Appendix VIII

STATEMENT by the Rev. D. JOHNSTONE regarding the Parish of Waternish, Isle of Skye.
WATERNISH, SKYE, 1883.

I have been now eleven years minister of this parish and so am well acquainted with the condition of the people. That condition is most deplorable and calls loudly for redress. As to the people themselves, they are not in the least lazy, but most industrious, hard-working people, and with a little fair-play would make the finest peasantry in the world. It is needless to inquire how they came to their present state, the remedy for the present state of matters is what the Commission have to deal with.

1. The first remedy I would propose is to give the small tenants, i.e., all paying under £20 of rent, fixity of tenure at a fair rent fixed by a practical man on the side of the landlord and another on the side of the tenants, with, if desired, an oversman in the case of disagreement.
The advantages of fixity of tenure would be :

(1) The crofter would build a better house—the houses of the people here are perfectly disgraceful. When remonstrated with, as I have often done, that they don't build better houses, their answer is that they can't tell how soou they may be removed from their present holdings and sent elsewhere, and so their labour would be in vain.
(2) The crofter would drain and improve his land if he knew that he was not to be disturbed till he reaped some benefit from his work.
(3) It would give the people a spirit of independence they never can have under the present system, which is a relic of feudalism, and when the landlord is as the old chief, when there was " no oath but by the Chaplain's hand, no law but Roderick Dhu's command." The landlord of this parish, who is not more guilty than others of evicting, deprived one of the very best me n in the neighbourhood of his lands because he would not go to hear the lay preacher approved of by the landlord.
(4) It would relieve the crofter of the work asked to be done for nothing if there was fixity of tenure.
From my window I can see a lot divided into two parts, and the crop off this said lot is only two small streaks of com, when the landlord asks and gets 28 day's work from these two individuals over and above their rent and taxes. That I consider complete injustice.
(5) It would relieve the crofter of being bound to sell his beasts to the landlord at the price he thinks fit to give, not the market value of the animal. I was present at the meeting of the Commission here on the 14th May last, and was surprised that the people said the ground-officer gave the market value for what he bought—I knew it to be incorrect and given so through fear, as said ground-officer was present all the time taking notes of what was said. The delegates got a sound scolding from their neighbours when they went out for not speaking the whole truth.

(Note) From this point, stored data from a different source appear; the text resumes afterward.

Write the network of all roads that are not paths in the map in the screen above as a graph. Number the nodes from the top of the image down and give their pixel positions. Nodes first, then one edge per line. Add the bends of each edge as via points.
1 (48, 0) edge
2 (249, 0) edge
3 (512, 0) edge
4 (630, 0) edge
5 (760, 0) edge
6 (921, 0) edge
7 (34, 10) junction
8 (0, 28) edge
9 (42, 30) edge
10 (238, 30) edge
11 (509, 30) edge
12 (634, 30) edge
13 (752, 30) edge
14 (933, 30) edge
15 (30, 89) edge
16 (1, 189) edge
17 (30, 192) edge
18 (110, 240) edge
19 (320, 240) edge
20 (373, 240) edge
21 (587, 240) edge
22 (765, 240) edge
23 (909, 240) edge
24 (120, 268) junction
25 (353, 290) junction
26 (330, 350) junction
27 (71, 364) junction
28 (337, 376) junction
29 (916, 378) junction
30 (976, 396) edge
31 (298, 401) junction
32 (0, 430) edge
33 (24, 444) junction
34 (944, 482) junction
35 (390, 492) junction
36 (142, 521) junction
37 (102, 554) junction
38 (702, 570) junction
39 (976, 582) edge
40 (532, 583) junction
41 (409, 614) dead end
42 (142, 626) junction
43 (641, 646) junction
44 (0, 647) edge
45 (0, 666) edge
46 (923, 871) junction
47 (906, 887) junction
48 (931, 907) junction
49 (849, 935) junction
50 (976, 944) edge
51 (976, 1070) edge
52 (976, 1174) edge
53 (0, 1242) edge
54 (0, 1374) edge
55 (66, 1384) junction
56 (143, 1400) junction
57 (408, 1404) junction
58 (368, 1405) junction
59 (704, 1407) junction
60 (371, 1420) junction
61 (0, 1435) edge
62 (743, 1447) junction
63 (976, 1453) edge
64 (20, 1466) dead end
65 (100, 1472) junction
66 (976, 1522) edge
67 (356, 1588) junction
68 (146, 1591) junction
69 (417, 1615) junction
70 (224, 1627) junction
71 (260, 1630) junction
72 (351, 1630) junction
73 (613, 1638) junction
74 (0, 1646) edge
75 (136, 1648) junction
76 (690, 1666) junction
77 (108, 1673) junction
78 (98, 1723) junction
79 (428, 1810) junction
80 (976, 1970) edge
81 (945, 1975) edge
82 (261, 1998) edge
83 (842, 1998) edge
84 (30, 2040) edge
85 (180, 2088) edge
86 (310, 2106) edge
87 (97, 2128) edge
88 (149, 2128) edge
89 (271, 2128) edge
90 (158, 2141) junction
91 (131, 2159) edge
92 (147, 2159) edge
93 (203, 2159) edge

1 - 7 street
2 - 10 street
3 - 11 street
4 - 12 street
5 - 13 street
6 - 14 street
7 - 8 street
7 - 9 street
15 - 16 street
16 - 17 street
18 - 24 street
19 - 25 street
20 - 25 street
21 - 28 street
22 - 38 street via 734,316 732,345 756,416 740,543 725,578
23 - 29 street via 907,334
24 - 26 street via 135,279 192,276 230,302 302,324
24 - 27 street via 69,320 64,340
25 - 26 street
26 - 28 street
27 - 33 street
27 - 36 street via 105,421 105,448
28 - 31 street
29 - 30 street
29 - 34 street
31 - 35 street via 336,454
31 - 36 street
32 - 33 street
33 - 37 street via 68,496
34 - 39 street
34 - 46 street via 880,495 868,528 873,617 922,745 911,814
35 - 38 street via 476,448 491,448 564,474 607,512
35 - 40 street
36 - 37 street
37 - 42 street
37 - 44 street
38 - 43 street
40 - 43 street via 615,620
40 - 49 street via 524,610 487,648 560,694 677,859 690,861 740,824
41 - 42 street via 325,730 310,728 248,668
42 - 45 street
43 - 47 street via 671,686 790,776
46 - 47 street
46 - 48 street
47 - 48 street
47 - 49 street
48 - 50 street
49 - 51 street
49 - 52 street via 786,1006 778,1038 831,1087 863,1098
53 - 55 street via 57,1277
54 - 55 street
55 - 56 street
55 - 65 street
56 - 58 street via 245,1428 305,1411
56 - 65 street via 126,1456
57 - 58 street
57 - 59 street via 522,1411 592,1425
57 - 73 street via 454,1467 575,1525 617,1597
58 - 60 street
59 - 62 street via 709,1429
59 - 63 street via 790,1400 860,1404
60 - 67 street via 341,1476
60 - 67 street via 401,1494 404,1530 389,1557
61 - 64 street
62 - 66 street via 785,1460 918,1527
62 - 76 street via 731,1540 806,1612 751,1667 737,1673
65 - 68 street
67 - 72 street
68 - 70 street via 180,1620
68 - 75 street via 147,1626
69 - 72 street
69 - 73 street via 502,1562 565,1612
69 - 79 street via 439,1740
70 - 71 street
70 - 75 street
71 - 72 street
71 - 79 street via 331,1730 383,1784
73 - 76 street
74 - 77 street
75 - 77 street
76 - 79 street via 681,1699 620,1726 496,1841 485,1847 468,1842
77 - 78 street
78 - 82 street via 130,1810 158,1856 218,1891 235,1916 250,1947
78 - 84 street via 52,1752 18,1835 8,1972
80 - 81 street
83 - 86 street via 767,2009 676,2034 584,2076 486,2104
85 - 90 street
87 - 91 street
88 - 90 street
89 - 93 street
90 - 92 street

2. Another remedy is to give the small tenants an extension of their lots. This can so easily be done that it only requires the landlord and ground-officer to spend two or three days at the work and it is done. Every crofter ought to have as much land as to keep three cows, and a horse between two of them. A horse each is not in the least necessary. Any man of skill could easily tell what land would be necessary for his stock. A stock of three cows and a horse between two of them, with fixity of tenure, I am certain would make the Highlanders as happy as the day is long. In some cases sheep could be kept, but it is not practicable in every instance. Now I may be permitted to say here, that these reforms are urgently needed—the murmurings of the people are loud and deep, and they have great cause of complaint. I could give pages to show this, but it is not necessary.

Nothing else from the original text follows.